My earliest works were 12x12" panels - consistent, crisp, a manageable size for trying new techniques.  Pouring, for instance, to get an ultra-smooth surface (see Tomato & Blue).  Or accretion over a large area (see Stonehenge/Blue).  I edged up to 16x16", which was significantly more challenging in gaining consistency across the surface.  But it was a good step (see Soul Imprint I).  When I hit 24x24" I felt I was making BIG ART.  I found that smaller compositions didn't just scale up (see Ocean... v. Circumnavigate).  An area of slick, unmarked surface might work in a small piece but just look wrong when scaled up 4x.  So it was a great learning experience and I felt like 'wow.  I'm doing it.' (continue below)

So.  A conversation with a gallery.  Their clientele buys very large art.  Minimum 48", often 72".  I went to the website and admired....simply admired the gorgeous work shown there.

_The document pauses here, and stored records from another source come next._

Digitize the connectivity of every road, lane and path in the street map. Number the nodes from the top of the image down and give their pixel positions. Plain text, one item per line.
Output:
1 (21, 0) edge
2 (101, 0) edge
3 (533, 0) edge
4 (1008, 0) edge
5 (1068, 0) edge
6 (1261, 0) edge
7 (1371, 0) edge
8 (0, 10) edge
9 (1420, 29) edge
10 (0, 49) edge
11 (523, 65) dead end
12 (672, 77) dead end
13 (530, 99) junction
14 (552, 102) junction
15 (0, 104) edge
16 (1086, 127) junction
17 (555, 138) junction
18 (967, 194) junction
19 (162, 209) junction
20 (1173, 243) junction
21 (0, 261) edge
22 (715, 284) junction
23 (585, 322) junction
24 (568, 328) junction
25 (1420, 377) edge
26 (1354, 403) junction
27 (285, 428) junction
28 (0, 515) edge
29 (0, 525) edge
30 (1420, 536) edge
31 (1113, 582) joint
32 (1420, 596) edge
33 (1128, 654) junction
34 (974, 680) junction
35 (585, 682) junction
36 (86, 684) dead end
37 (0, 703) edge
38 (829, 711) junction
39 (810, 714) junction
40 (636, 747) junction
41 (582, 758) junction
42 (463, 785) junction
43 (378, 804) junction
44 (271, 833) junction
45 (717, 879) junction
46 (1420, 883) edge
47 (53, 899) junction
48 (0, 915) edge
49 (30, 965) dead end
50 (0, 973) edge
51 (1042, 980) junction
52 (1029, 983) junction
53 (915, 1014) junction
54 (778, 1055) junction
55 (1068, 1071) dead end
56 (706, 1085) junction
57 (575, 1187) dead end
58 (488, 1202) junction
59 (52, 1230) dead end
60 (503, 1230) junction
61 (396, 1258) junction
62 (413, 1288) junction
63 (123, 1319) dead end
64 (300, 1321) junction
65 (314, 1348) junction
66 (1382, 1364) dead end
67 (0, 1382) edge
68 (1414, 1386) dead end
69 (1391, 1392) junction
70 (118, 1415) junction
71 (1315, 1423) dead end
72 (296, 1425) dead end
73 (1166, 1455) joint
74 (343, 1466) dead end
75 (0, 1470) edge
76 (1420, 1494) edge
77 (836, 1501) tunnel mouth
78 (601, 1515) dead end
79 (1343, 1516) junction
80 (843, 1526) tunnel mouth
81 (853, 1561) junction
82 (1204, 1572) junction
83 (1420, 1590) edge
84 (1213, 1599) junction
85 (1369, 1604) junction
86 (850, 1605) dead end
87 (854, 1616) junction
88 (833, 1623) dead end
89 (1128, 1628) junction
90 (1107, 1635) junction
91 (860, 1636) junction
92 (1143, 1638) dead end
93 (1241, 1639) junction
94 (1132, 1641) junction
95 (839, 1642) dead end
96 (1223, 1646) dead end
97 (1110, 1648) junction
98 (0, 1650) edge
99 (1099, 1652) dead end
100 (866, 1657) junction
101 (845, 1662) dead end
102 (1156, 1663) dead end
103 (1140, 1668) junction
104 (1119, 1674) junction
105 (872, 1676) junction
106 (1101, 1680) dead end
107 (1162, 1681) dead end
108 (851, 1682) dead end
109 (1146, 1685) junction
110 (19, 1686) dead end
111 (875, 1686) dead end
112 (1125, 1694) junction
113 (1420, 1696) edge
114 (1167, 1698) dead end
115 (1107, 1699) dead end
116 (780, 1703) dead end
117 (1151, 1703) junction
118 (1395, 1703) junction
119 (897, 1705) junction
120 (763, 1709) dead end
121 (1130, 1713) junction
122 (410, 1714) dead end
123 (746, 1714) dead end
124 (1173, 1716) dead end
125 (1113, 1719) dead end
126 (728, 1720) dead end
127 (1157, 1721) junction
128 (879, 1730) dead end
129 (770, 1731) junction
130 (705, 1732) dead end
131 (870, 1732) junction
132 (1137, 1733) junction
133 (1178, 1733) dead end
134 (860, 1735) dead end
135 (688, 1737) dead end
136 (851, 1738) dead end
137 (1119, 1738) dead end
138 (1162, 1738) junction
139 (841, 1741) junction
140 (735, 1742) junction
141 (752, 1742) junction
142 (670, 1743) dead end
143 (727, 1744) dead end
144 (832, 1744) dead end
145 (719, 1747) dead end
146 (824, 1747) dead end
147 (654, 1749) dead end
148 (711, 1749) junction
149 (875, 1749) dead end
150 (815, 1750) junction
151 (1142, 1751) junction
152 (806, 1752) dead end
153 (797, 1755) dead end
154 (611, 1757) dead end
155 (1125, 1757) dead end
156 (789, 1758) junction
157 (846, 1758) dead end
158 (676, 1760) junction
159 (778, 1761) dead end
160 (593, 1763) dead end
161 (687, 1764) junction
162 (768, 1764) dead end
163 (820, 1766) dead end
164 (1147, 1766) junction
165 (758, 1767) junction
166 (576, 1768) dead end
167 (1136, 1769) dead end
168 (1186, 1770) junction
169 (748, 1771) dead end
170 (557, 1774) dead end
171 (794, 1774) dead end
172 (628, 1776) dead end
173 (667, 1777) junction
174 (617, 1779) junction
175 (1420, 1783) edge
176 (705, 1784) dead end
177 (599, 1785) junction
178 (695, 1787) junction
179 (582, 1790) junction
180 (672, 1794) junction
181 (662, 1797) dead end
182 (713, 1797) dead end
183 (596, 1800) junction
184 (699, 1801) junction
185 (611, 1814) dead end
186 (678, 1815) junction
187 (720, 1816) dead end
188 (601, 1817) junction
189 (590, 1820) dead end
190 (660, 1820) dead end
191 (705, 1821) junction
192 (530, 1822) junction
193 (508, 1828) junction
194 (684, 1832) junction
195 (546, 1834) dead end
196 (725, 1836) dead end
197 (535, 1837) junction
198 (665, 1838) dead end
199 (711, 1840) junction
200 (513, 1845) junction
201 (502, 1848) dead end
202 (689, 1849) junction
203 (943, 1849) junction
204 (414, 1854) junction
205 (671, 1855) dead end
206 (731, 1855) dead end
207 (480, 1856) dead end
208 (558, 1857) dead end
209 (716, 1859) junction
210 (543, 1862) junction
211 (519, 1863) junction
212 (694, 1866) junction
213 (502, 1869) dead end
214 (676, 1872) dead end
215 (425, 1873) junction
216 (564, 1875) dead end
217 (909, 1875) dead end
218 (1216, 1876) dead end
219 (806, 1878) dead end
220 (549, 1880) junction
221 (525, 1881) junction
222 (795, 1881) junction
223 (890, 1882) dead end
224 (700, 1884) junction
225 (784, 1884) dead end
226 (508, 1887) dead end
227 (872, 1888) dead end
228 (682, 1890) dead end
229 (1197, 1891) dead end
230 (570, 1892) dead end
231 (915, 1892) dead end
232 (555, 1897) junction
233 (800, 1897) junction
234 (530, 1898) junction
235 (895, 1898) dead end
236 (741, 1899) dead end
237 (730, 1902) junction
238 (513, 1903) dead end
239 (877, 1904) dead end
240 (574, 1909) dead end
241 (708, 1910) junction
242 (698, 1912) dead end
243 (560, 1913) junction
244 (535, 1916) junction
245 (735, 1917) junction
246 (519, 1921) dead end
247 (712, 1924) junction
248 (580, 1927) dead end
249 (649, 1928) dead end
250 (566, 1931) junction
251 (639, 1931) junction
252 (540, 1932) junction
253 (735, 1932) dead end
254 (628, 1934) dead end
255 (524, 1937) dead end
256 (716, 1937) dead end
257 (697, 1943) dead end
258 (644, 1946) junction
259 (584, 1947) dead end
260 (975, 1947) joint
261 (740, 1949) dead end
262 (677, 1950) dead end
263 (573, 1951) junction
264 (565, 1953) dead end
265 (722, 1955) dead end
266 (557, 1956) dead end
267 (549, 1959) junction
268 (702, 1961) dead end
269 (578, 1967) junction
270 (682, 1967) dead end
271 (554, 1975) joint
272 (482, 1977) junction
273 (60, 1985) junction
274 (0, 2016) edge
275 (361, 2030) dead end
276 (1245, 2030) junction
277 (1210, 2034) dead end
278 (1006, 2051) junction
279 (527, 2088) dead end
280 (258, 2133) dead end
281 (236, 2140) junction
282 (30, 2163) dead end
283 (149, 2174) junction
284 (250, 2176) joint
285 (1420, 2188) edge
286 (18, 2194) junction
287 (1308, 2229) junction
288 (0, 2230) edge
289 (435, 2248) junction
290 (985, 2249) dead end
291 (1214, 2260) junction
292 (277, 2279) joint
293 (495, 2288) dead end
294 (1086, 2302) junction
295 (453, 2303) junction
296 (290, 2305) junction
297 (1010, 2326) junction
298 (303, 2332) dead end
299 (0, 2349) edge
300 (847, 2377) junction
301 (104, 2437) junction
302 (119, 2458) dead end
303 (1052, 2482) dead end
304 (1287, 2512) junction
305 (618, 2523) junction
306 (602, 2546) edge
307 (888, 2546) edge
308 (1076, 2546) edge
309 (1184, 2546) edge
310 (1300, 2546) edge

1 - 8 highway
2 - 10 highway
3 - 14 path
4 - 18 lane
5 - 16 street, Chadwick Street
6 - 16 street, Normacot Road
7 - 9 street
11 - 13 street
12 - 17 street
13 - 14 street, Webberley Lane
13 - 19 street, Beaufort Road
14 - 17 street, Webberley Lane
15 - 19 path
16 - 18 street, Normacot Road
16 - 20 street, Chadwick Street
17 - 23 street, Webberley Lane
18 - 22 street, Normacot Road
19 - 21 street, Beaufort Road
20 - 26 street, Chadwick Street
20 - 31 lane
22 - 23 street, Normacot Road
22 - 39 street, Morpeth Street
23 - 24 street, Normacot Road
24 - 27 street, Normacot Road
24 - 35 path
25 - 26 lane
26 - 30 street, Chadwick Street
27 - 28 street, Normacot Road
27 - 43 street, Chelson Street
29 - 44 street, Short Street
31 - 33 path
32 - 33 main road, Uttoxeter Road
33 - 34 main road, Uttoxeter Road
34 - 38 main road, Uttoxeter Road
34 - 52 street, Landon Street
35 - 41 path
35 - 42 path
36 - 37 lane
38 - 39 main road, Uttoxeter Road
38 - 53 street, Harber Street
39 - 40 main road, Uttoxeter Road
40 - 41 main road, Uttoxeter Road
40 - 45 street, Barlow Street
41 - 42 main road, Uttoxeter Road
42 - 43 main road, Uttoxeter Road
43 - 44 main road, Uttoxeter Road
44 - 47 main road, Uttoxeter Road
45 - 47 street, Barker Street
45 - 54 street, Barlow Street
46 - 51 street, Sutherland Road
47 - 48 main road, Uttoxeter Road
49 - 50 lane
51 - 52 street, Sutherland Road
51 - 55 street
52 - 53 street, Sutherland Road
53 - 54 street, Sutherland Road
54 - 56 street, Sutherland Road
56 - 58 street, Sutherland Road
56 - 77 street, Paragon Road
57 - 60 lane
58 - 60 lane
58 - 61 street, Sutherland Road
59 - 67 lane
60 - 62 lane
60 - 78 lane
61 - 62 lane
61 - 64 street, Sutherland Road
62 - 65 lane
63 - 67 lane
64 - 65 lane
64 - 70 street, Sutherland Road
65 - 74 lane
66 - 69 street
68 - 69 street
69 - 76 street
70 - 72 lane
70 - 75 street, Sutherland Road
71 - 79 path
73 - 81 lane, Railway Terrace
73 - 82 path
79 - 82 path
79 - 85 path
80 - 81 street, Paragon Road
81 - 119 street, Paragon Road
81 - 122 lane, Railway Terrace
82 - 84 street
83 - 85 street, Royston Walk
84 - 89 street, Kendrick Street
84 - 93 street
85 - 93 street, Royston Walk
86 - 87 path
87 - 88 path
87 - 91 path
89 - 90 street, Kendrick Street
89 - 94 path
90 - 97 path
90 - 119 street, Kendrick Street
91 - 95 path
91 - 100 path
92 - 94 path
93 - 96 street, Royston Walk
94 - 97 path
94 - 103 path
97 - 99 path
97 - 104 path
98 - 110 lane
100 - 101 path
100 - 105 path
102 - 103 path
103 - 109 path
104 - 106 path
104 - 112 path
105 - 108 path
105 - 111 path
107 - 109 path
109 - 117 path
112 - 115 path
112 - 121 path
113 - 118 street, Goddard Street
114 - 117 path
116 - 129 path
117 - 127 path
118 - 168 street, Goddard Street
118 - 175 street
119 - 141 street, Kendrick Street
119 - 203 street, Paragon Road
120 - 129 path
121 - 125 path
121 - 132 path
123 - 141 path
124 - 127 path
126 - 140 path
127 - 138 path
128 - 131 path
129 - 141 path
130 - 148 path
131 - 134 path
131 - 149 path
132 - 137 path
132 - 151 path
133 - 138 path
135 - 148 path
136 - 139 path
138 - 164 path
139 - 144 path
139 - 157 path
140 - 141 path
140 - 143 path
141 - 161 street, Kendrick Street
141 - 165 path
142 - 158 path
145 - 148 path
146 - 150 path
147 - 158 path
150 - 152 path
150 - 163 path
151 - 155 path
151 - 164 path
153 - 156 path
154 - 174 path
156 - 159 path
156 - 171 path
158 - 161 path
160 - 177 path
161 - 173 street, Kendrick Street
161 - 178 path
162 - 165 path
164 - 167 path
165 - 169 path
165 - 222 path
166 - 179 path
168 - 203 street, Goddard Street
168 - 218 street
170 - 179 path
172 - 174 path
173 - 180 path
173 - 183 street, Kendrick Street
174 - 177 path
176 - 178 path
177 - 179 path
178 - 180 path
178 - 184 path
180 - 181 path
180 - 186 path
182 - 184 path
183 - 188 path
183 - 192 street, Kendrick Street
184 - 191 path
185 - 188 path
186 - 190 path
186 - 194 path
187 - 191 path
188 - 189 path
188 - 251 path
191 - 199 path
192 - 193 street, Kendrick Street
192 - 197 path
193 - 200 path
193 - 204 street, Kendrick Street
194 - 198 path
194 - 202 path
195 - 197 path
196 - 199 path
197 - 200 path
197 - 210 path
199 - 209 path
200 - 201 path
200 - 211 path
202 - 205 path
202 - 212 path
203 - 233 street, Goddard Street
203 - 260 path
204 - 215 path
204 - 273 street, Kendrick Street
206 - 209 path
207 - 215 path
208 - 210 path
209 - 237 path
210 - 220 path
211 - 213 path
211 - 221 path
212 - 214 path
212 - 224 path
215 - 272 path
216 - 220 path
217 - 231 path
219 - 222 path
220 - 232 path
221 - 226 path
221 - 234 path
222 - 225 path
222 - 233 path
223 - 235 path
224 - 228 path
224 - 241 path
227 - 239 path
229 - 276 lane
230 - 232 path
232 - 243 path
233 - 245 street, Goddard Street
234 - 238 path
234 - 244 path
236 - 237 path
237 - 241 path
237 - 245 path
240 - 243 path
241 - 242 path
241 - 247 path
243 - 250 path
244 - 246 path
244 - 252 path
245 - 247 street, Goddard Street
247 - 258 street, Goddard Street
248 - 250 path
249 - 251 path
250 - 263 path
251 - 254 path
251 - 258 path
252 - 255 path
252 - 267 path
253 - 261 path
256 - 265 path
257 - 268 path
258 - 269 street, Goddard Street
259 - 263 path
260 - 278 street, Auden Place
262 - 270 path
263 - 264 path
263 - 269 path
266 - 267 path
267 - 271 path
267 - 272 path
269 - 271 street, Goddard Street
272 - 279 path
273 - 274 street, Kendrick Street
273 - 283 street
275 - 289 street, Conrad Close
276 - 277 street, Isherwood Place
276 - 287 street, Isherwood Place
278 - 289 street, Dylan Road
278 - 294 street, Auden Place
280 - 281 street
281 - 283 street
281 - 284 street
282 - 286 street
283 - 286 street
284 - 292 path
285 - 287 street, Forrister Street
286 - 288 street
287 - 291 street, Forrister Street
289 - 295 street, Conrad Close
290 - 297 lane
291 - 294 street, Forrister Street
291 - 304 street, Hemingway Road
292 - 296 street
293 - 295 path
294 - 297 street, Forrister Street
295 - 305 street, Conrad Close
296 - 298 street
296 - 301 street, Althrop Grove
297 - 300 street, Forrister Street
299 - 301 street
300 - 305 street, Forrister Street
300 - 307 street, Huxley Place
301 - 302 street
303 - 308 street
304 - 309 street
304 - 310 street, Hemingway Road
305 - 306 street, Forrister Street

And of course, I went bigger.  First, a 36x40" panel (November Rain.)  Then a diptych of 24x36" panels (Marching Orders).  And now I'm working on a humongous 48x48" piece.  All I can say is, this is a whole new ball of wax.  Composition is challenging when you can only see a piece accurately from across the room, or standing on a chair.  Attaining smooth areas in scale is immeasurably more difficult than on a small piece.  For example, it's easy to pour wax onto a 12x12" for a glassy surface.  48x48"?  Not so much.  First you have to find a pot that will hold that much wax.

I will be posting pictures as I move forward with this large piece, sharing insights and challenges. It was a great challenge to take on because I'm learning so much.  That, of course, means error after error.